Bites and stings – what you need to know
Mehnaz Afsal and Andrew Morris
pp 22-24
It is an unpleasant fact that most people experience bites and stings at least some times in their lives. Although they occur in almost all parts of the world, certain areas have a greater prevalence than others. The severity of an insect sting reaction varies from person to person, and in extreme cases, anaphylaxis may occur. Because bites are not commonly seen in daily medical practice, this clinically important issue can sometimes be underestimated.

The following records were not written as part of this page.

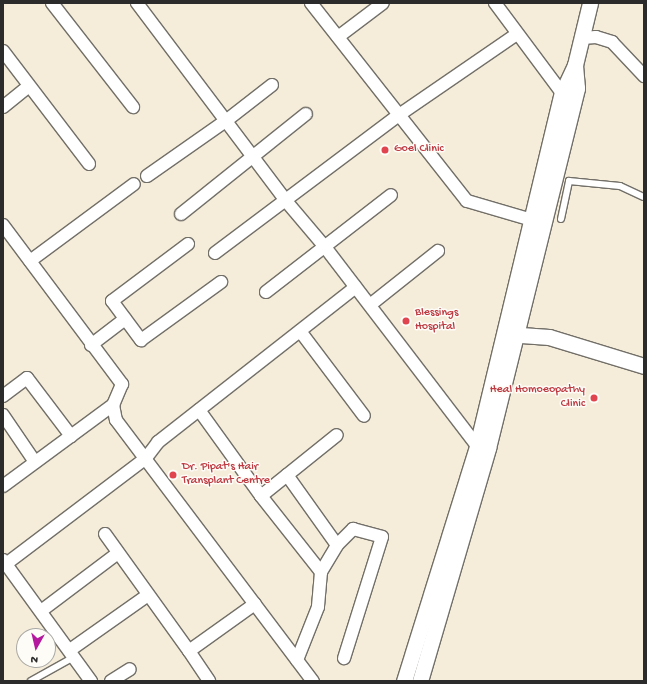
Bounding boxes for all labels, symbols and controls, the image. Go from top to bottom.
place label: Goel Clinic [394,143,444,157]
marker: Goel Clinic [379,144,391,156]
place label: Blessings Hospital [415,307,458,335]
marker: Blessings Hospital [400,315,412,327]
place label: Heal Homoeopathy Clinic [490,384,585,412]
marker: Heal Homoeopathy Clinic [588,392,600,404]
place label: Dr. Pipat's Hair Transplant Centre [182,461,270,489]
marker: Dr. Pipat's Hair Transplant Centre [167,469,179,481]
north arrow [16,628,56,668]
text: N [30,652,39,665]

Uses of isotretinoin in disorders other than acne
Haytham Al-Rawi and Philip J Hampton
pp 26-28
Isotretinoin (13-cis-retinoic acid) is a vitamin A analogue that has been used for many years for the treatment of severe acne vulgaris. It was licensed in the UK in 1983 for the treatment of severe forms of acne (nodular, conglobate and scarring) only. More recently, it has been available in a topical formulation. However, over the years, dermatologists have used it with success in the treatment of a number of different skin conditions, including other acneiform conditions such as rosacea and hidradenitis suppurativa, as well as in disorders of keratinisation, the prevention of photoaging, and the prevention and treatment of skin cancers.
Monk's moments: Missing the target
Barry Monk
pp 30-30
As a medical student in the early ’70s, I spent a happy day in Kent exploring two long-abandoned institutions – the Joyce Green Smallpox Hospital (closed in 1948) and Long Reach. The latter was so-called because it was the furthest point up the Thames Estuary that a ship showing a fever flag had been permitted to travel. At the time, it appeared to us that in an era of immunisation and antibiotics, infectious disease was as much a part of medical history as leeches and chloroform.